Já tinha visitado a Ericeira, terra que conhece bem, no livro de versos Quem Diremos Nós Que Viva?. Mas regressa agora, num romance, para ligar passado e presente, a vida de um fotógrafo exilado da Alemanha nazi e uma mulher, Marta Almeida, que procura obter informações sobre o avô paterno que nunca conheceu. Entre as duas personagens afirma-se um narrador que, como o leitor, descobre o enredo página-a-página. Nascido em Vila Real, em 1966, onde atualmente dirige a Biblioteca Municipal, Vítor Nogueira persegue, no romance, a confluência de vários géneros, na recusa da linearidade e do narrador omnisciente. Poeta com vários volumes publicados, tem, em Falésia, o seu segundo romance.
Jornal de Letras: Lembra, numa nota final, que os capítulos iniciais surgiram de versos seus, publicado no livro Cantochão. O que levou a este prolongamento na prosa?
Vítor Nogueira: O ponto de partida para os dois livros foi, na verdade, o mesmo. Também os escrevi em simultâneo. Houve matérias que me puxaram para a escrita em Cantochão e que pediram continuidade. Tudo parte da mesma angústia.
Em que sentido?
Desta angústia de se procurar alguma coisa dentro de nós para colocar no papel. No caso destes dois livros, tentei fugir de algumas balizas da minha escrita mais recente, que andava muito à volta das ideias de casa, da rua da infância, da rua onde cresci. E quando digo angústia estou a ser literal, porque sou daqueles escritores que sofrem, até fisicamente com a escrita. Sempre fui muito limitado em relação ao fluxo. Mesmo quando o resultado final não o mostra, não consigo sentar e tirar, como tantos conseguem, três ou quatro páginas seguidas. Arranco, a ferro, 100 palavras e depois outras 100, 200. Se isto for feito de uma forma metódica e disciplinada é possível, com tempo, afinar tudo. Procurar, assim, novos rumos, novas vozes.
Mas gosta deste ‘jogo’ entre poesia e prosa?
Sim. Venho saltitando entre poesia e prosa nos últimos tempos. E gosto, sobretudo, de ver o romance como o género dos géneros, o que inclui poesia, história, autobiografia. Vejo-o como fragmentos em arranjo caleidoscópico, com vozes, sempre as vozes, que para mim são fundamentais, sem elas nada se justifica. Esta conceção também me permite explorar a não linearidade, que me parece um espaço de construção fértil para a nova ficção portuguesa.
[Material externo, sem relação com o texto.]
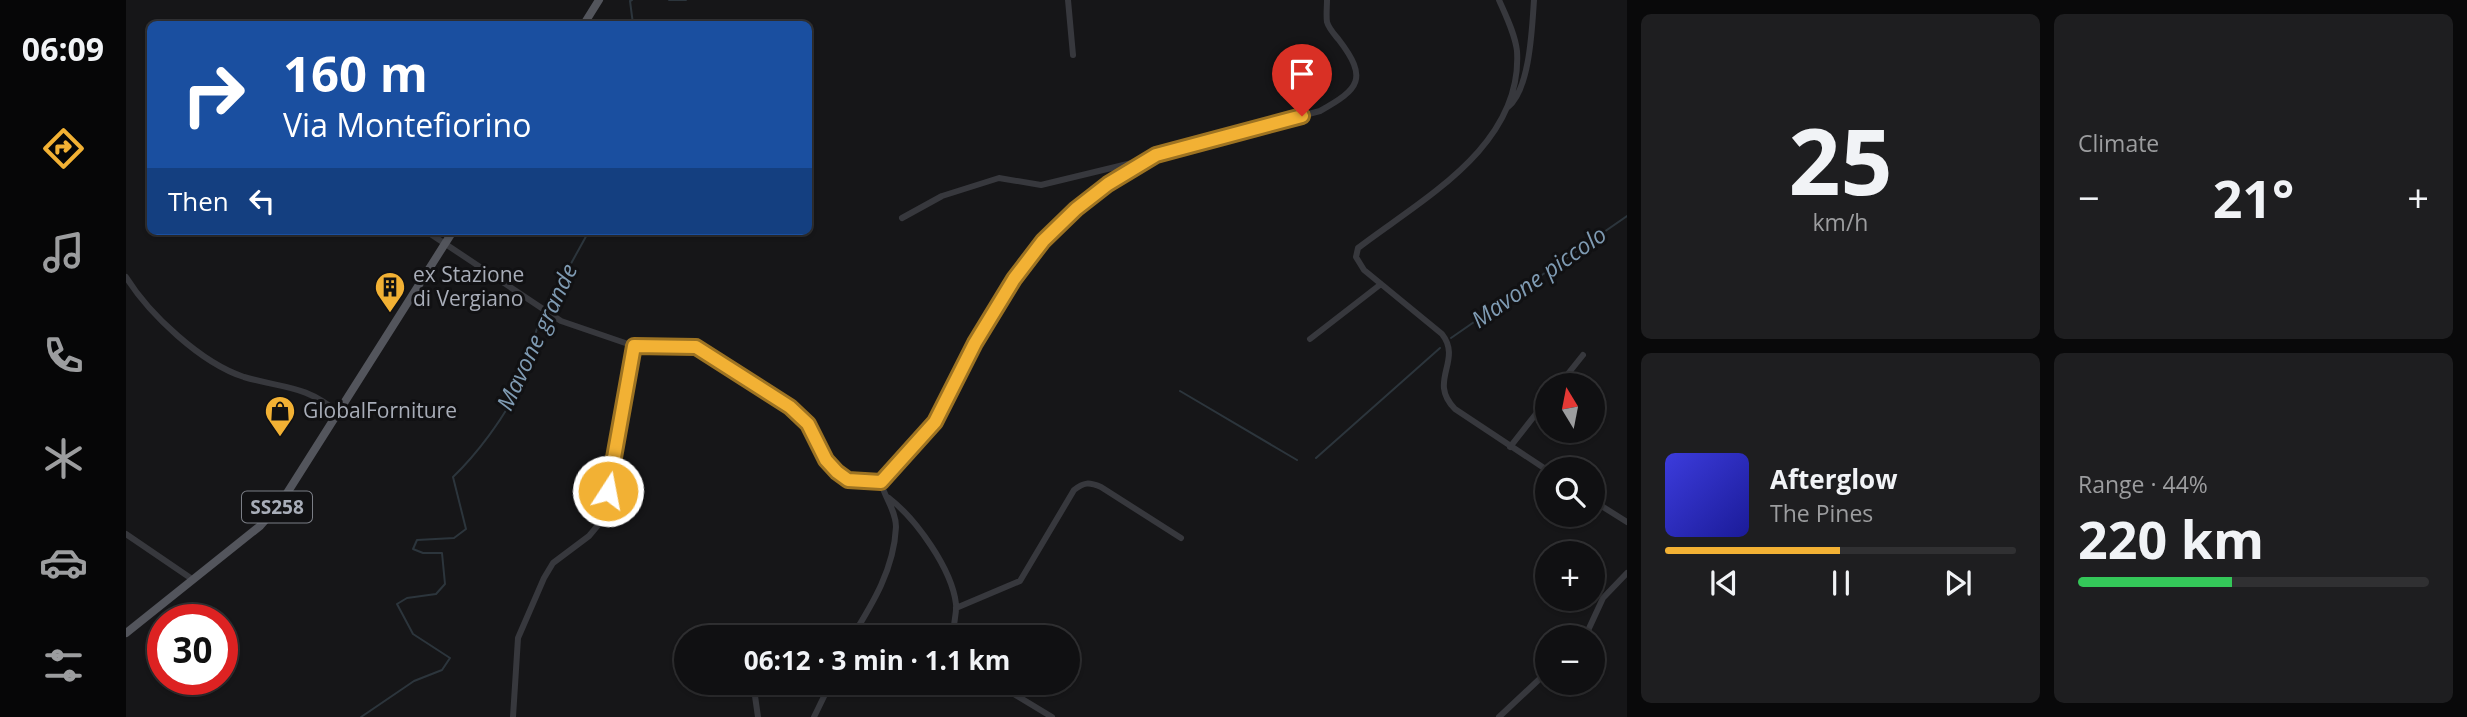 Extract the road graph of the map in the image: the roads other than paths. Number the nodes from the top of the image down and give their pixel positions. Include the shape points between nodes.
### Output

Essa ideia de pesquisa, enquanto autor, também transparece nas personagens…
Já no meu primeiro romance, Amanhã logo se vê, fugi à figura tradicional do narrador omnisciente. Neste romance, isso é feito, de algum modo, através da construção de uma técnica narrativa o mais cinematográfica possível. O narrador, tal como o autor, desconhece os estados de alma das personagens.
Por que escolheu a II Guerra Mundial como ponto central para este romance?
Tenho uma relação forte com a História, que está presente em vários livros. Mar Largo, por exemplo, é dedicado à história da construção do Rossio, obra de detidos na prisão que havia no Castelo de São Jorge. Mas interessou-me sobretudo o ping pong entre os anos 40 e a atualidade, numa terra, a Ericeira, que conheço muito bem. Não sei explicar porquê, mas nunca me agradou a ideia de escrever um livro de ficção inteiramente no passado. Prefiro a relação do presente com a história e o passado.
E a Ericeira, como a Figueira da Foz, esta com mais presença na literatura portuguesa, teve um papel fundamental durante a II Guerra Mundial.
Houve de facto, nessa altura, terras importantes para a receção de refugiados, às vezes em condições particularmente difíceis. Também podia ter ido para as Caldas da Rainha, se conhecesse bem esse chão. Gosto sempre de partir de um sítio em que me sinta confortável, até para levar a cabo a investigação necessária.
Alguma destas personagens são reais?
Não, pelo contrário. São das tais coisas que foram sendo arrancadas não sei bem de onde. Não há correspondência com personagens históricas, embora se baseiem em figuras e nomes, informações e dados que marcaram a Ericeira nos anos 40. O fotógrafo Otto Seelig, que foge da Alemanha, revela também o meu gosto pela fotografia e sobretudo pela arqueologia da imagem. É curioso pensar que, na história contemporânea, chega-se muitas vezes à informação (ou sua validação) através da fotografia. No seu caso, ainda resolvia uma questão importante no romance. É que, naquela época, os refugiados não podiam exercer as suas profissões legalmente em Portugal. Com um fotógrafo tudo se torna mais interessante e possível.